Cape Horn is the exciting part of the trip, he noted.

“When you reach Cape Horn, alone,” he said, with a long whistle. “It took me 89 days to go there,” he added, noting he was one of less than 100 people in the world to do so.

“It’s quite an achievement, especially for a guy like me — my career was about sailing at the top level for short races,” he said.

“You can have all sorts of fears, but they’re very short-lived fears,” he said, citing a few, like breaking bones, or breaking the boat.

He also stressed the sense of freedom, being on the ocean, 
“Especially this year, with everything that is happening, we will be free.

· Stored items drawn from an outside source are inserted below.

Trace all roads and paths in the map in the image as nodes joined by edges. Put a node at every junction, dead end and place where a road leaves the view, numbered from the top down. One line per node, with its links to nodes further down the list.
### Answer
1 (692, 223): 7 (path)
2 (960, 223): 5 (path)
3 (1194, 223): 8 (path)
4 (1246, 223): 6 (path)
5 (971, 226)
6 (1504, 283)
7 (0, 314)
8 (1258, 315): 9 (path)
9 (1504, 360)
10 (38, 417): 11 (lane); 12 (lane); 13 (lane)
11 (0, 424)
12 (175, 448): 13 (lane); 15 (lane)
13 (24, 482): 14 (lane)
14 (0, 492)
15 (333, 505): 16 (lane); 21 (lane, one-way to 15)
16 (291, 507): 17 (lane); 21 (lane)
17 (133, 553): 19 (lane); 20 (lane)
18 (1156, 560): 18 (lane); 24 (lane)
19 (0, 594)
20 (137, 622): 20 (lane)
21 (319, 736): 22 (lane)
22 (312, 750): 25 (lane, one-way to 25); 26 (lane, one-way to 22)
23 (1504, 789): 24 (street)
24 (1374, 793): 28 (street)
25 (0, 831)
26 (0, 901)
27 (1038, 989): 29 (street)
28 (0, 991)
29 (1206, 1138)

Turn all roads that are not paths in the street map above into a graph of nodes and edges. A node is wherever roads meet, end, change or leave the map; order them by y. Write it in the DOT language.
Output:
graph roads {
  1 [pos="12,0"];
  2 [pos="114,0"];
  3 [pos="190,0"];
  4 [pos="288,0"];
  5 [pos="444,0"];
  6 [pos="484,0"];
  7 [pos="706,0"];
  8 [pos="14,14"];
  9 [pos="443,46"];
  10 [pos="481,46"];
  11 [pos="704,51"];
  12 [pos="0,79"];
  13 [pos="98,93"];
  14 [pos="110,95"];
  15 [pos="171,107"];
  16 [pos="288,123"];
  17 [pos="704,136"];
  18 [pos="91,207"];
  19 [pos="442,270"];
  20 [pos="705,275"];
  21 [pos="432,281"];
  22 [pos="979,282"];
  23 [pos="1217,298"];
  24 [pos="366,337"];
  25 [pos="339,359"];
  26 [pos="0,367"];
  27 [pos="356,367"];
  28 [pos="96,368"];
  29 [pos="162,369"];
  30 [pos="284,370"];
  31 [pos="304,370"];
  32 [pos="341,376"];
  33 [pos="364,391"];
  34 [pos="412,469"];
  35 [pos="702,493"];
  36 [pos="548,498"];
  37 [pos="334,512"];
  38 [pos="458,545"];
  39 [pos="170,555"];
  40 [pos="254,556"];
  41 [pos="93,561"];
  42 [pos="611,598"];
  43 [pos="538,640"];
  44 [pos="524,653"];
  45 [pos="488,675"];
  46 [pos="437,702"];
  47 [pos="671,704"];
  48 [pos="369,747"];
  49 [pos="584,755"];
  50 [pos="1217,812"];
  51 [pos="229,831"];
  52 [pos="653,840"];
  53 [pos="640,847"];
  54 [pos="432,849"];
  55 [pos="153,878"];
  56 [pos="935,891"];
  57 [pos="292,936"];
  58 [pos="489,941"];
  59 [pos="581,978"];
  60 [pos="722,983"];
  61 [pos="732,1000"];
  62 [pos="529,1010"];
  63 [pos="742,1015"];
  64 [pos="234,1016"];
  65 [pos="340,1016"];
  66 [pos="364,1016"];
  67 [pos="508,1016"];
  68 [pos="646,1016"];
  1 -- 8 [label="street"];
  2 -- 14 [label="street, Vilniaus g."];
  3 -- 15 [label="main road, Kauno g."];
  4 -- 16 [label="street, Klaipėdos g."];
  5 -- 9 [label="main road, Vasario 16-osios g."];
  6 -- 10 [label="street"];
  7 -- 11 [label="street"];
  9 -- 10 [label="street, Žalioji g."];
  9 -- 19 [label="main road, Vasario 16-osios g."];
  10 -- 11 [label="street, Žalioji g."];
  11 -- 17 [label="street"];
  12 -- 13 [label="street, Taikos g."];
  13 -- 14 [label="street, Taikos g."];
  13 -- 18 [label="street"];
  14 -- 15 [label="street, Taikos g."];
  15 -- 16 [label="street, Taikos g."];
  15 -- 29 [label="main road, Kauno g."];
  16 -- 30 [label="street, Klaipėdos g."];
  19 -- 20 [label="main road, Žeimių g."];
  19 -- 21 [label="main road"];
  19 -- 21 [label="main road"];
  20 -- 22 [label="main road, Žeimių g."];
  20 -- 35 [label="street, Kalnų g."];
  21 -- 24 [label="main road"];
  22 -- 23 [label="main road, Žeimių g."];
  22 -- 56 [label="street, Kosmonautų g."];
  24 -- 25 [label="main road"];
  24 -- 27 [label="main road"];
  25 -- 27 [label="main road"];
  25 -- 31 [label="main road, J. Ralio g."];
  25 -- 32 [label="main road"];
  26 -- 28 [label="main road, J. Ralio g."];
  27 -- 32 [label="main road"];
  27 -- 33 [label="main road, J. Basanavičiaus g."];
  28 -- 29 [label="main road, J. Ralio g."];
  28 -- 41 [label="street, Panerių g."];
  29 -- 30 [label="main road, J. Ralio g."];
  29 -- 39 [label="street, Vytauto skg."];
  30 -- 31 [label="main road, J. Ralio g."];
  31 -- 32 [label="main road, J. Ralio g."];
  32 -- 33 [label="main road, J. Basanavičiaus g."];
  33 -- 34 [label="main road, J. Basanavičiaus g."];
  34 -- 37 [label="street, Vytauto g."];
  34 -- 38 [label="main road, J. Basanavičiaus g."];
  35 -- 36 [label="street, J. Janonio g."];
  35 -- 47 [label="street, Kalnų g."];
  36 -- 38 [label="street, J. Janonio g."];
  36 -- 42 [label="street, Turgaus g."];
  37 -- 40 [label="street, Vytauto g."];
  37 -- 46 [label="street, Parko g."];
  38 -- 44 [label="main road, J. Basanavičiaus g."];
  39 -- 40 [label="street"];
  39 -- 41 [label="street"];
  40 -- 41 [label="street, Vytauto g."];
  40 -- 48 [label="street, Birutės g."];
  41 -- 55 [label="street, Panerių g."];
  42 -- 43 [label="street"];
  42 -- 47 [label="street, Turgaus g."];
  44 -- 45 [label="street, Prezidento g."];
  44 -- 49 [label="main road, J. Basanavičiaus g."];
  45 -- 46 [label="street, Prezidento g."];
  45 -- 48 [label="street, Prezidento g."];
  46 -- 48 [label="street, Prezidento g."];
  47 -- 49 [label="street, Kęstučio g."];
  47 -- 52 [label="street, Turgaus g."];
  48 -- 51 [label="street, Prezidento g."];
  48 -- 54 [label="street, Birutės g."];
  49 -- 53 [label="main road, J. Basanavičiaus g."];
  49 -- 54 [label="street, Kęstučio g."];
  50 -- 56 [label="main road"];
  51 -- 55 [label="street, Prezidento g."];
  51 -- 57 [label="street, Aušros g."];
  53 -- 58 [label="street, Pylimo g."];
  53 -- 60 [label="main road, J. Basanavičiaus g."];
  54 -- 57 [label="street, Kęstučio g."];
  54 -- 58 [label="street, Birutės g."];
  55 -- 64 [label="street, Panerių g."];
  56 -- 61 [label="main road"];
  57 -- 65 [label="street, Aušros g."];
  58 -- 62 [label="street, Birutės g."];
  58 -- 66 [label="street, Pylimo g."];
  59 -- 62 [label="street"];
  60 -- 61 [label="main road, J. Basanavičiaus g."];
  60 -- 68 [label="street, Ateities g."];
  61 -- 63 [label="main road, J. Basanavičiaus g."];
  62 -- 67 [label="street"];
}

OK, we’ll be locked down in our boat for several weeks, months, but we will be free, completely free, and we are so lucky we are privileged to do that,” he said, noting his boat is called “Merci.”

Asked who he would thank, Destremau replied, “The albatrosses.”

“At the end of the day, it’s the albatrosses that will let me go through the Indian Ocean and the Pacific and towards Cape Horn,” he said.

“They live there, it’s their own territory, it’s their place and their water and they’ll watch us on our boats and probably they’ll think what the heck are you doing there guys, you shouldn’t be here, you shouldn’t be here, so if they let us pass through, I’ll thank them very, very deeply,” he said.

Benjamin Dutreux, another skipper, echoed the feeling of freedom.

“We’re confined to a boat but with full freedom — with a huge terrace and a fantastic view,” he said.

When it comes to urging older generations to consider environmental issues, he said the best ambassadors are children.

“When a child speaks to someone older, they go straight to the point, and the message is passed on well — children are often the best ambassadors to their grandparents or older people,” added Dutreux.

The skipper said he appreciated the watch label’s interest in making watches with recycled materials, noting the message was more “we managed to do it, so you can, too,” rather than emphasizing their role as doing it first.

The Swiss watch sector, already under intense pressure from the rise of the Apple Watch in recent years, has been hit hard by the coronavirus crisis, and luxury labels are struggling to prove their relevance with younger consumers, who tend to favor experience over accumulating stuff. Since the beginning of the year, Swiss watch exports have dropped 28.3 percent, with China as the strongest market.

Consumers of high end goods are asking increasingly difficult questions about environmental commitments from luxury labels, as well as looking for products that reflect expect certain values.

“What we are announcing today is something which is very dear to me, especially to my personal values but also to the values of the company,” Patrick Pruniaux, chief executive officer of Ulysse Nardin said, kicking off the Zoom event.